The Via Jacobi (Jakobsweg, Chemin de Saint-Jacques-de-Compostelle) is a hiking trail in Switzerland that leads from Lake Constance to Geneva, with different route options. It is part of the European Way of St. James, a pilgrimage route to the grave of St. James in Santiago de Compostela, Galicia, Spain, one of the oldest religious traditions in Europe.

==Route==
The Via Jacobi leads across Switzerland along the foot of the Swiss Alps from Lake Constance in the north-east to Geneva in the south-west. Chapels, churches, and hostels, together with a diverse cultural and visual landscape, offer an interesting hiking experience. One can emphasize the spiritual aspect of the pilgrimage or simply enjoy the journey.
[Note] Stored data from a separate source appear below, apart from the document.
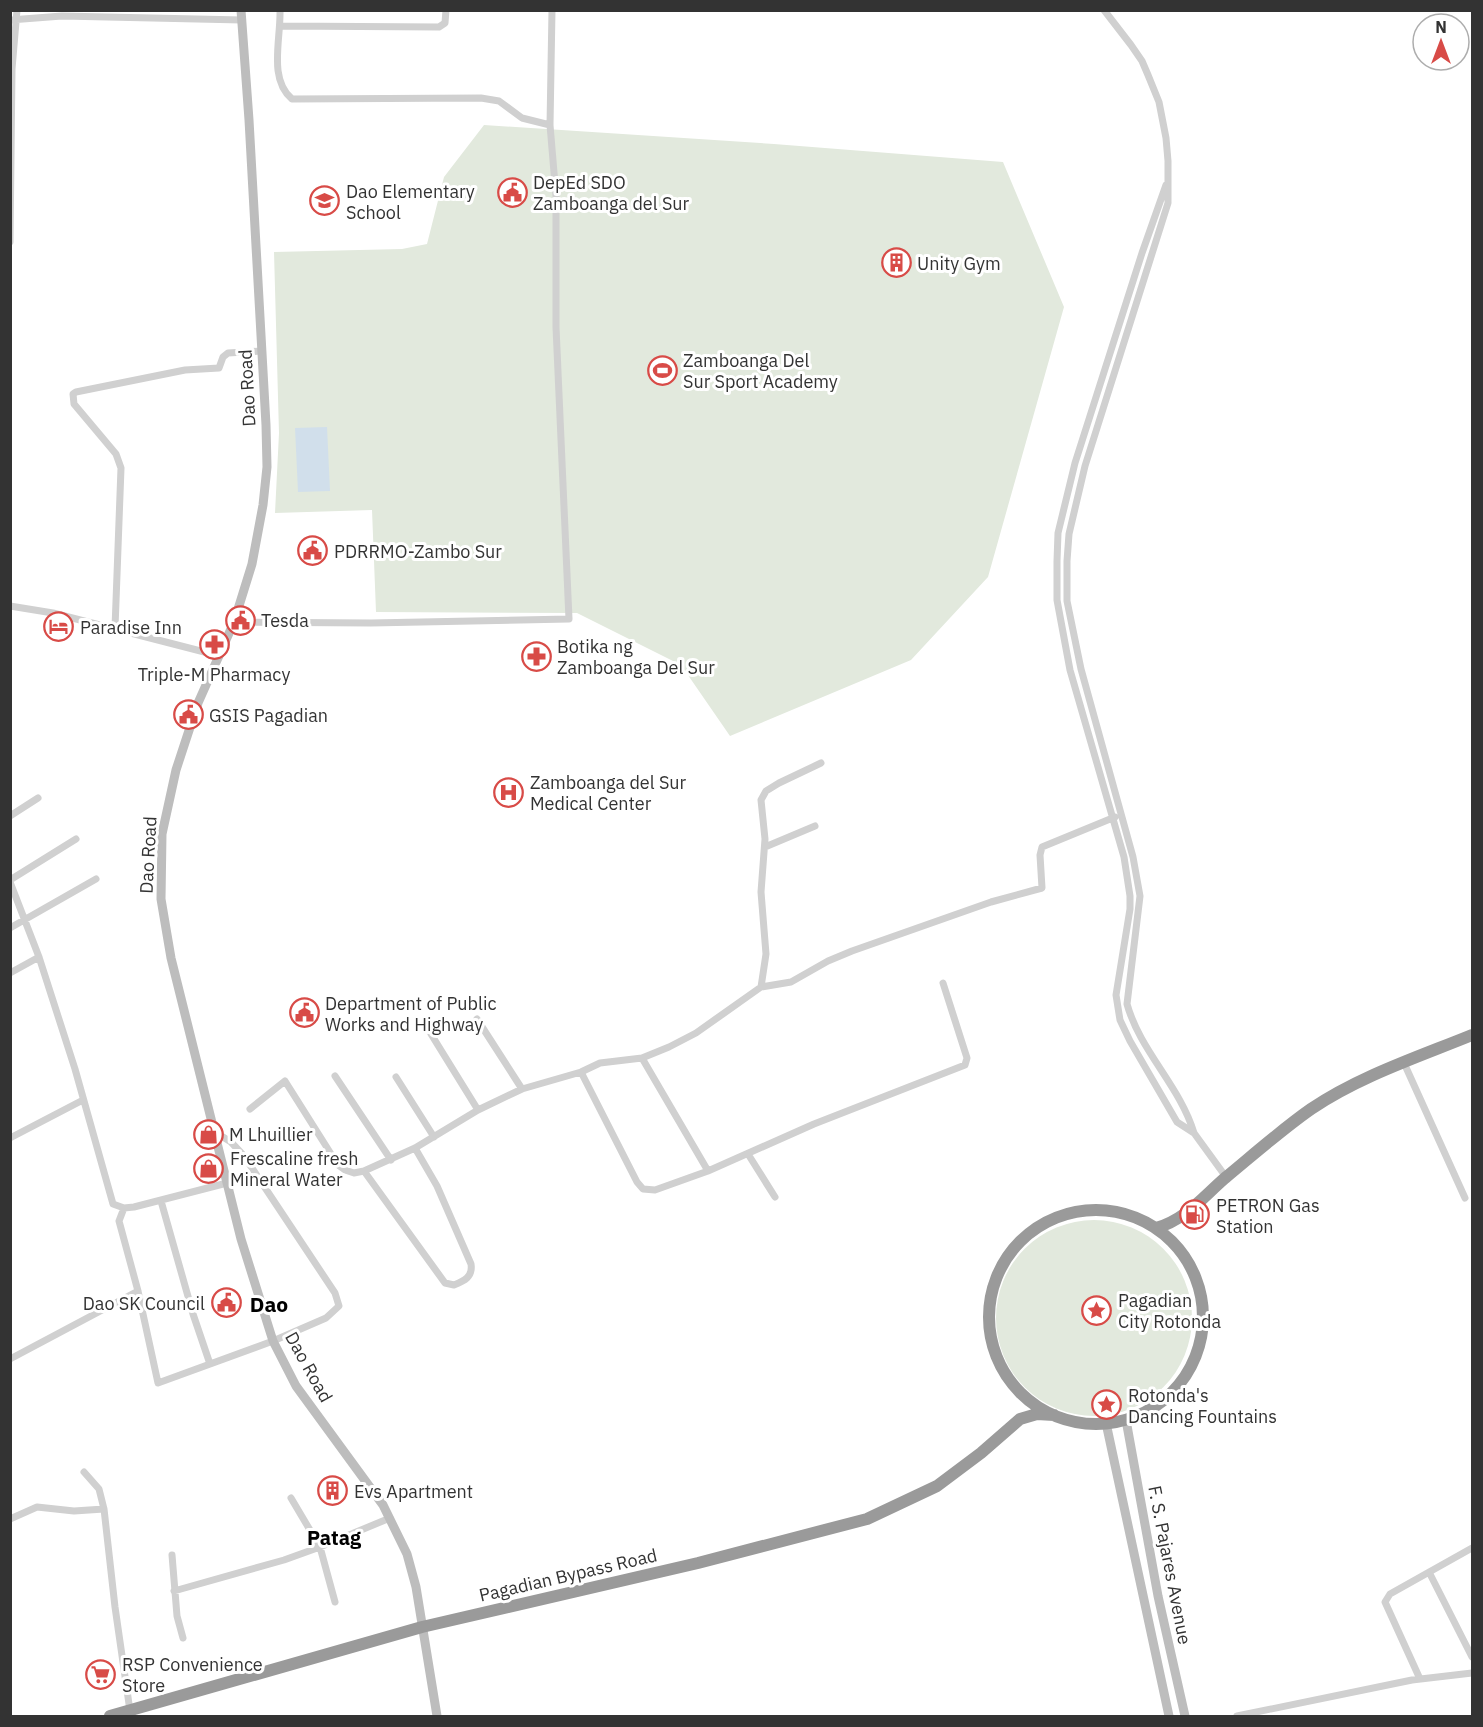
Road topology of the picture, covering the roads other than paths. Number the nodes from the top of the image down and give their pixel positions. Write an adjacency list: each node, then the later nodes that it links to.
1 (17, 10): 7 (street)
2 (280, 10): 8 (street)
3 (446, 10): 8 (street)
4 (552, 10): 11 (street)
5 (1104, 10): 13 (street)
6 (241, 15): 7 (street); 15 (street, Dao Road)
7 (14, 20): 9 (street)
8 (280, 26): 11 (street)
9 (11, 69): 10 (street)
10 (11, 120): 12 (street)
11 (550, 125): 17 (street)
12 (11, 167): 14 (street)
13 (1167, 183): 22 (street); 24 (street)
14 (10, 242)
15 (261, 351): 17 (street, Dao Road); 18 (street)
16 (10, 606): 18 (street)
17 (234, 622): 19 (street, Dao Road)
18 (115, 628): 19 (street)
19 (219, 656): 48 (street, Dao Road)
20 (821, 763): 27 (street)
21 (38, 798): 23 (street)
22 (1121, 814): 24 (street); 49 (street)
23 (10, 816)
24 (1112, 818): 35 (street); 49 (street)
25 (815, 826): 27 (street)
26 (76, 839): 29 (street)
27 (765, 847): 35 (street)
28 (96, 879): 30 (street)
29 (10, 881): 30 (street)
30 (26, 920): 31 (street); 32 (street)
31 (10, 928)
32 (39, 957): 33 (street); 45 (street)
33 (10, 973)
34 (944, 983): 53 (street)
35 (761, 987): 39 (street)
36 (477, 1019): 44 (street)
37 (431, 1035): 47 (street)
38 (1473, 1035): 40 (highway)
39 (642, 1058): 41 (street); 56 (street)
40 (1404, 1063): 57 (highway); 60 (street)
41 (580, 1072): 44 (street); 56 (street)
42 (335, 1076): 54 (street)
43 (396, 1077): 50 (street)
44 (522, 1089): 47 (street)
45 (83, 1100): 51 (street); 62 (street)
46 (250, 1109): 55 (street)
47 (478, 1110): 50 (street)
48 (214, 1132): 58 (street, Dao Road); 67 (street)
49 (1194, 1133): 57 (street)
50 (434, 1137): 52 (street)
51 (10, 1138)
52 (415, 1148): 54 (street); 55 (street)
53 (748, 1154): 56 (street); 59 (street)
54 (391, 1160): 55 (street)
55 (364, 1171)
56 (708, 1171)
57 (1226, 1177): 63 (highway)
58 (227, 1183): 61 (street); 67 (street, Dao Road)
59 (775, 1197)
60 (1465, 1198)
61 (161, 1201): 62 (street); 69 (street)
62 (124, 1208): 66 (street)
63 (1184, 1216): 64 (highway); 65 (highway)
64 (1156, 1228): 65 (highway); 70 (highway)
65 (1178, 1248): 72 (highway)
66 (138, 1291): 68 (street); 69 (street)
67 (273, 1341): 69 (street); 78 (street, Dao Road)
68 (10, 1359)
69 (210, 1364)
70 (1018, 1390): 71 (highway); 74 (highway)
71 (1054, 1415): 73 (highway); 74 (highway, Pagadian Bypass Road)
72 (1126, 1420): 73 (highway); 95 (street, F. S. Pajares Avenue)
73 (1106, 1423): 94 (street, F. S. Pajares Avenue)
74 (1012, 1425): 86 (highway, Pagadian Bypass Road)
75 (84, 1472): 77 (street)
76 (291, 1498): 80 (street)
77 (104, 1509): 79 (street); 91 (street)
78 (390, 1518): 80 (street); 86 (street, Dao Road)
79 (10, 1519)
80 (320, 1548): 84 (street); 85 (street)
81 (1472, 1548): 83 (street)
82 (172, 1555): 84 (street)
83 (1429, 1572): 88 (street); 90 (street)
84 (174, 1591): 87 (street)
85 (335, 1602)
86 (422, 1627): 91 (highway, Pagadian Bypass Road); 93 (street, Dao Road)
87 (183, 1638)
88 (1473, 1657)
89 (1473, 1673): 90 (street)
90 (1420, 1679): 96 (street)
91 (130, 1711): 92 (highway, Pagadian Bypass Road)
92 (110, 1716)
93 (437, 1716)
94 (1169, 1716)
95 (1185, 1716)
96 (1237, 1716)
The Via Jacobi offers the possibility of hiking its entire length in approximately 33 stages or any portion of the route.

The Way of St. James continues through France to Santiago de Compostela from Geneva by the GR65 – Via Gebennensis to Le-Puy-en-Velay and then the GR65 – Via Podiensis towards Saint-Jean-Pied-de-Port at the foot of the Pyrenees where it becomes the French Way leading to Santiago. The two routes through France (Via Gebennensis and Via Podiensis) are waymarked as one of the French major hiking routes, the GR 65.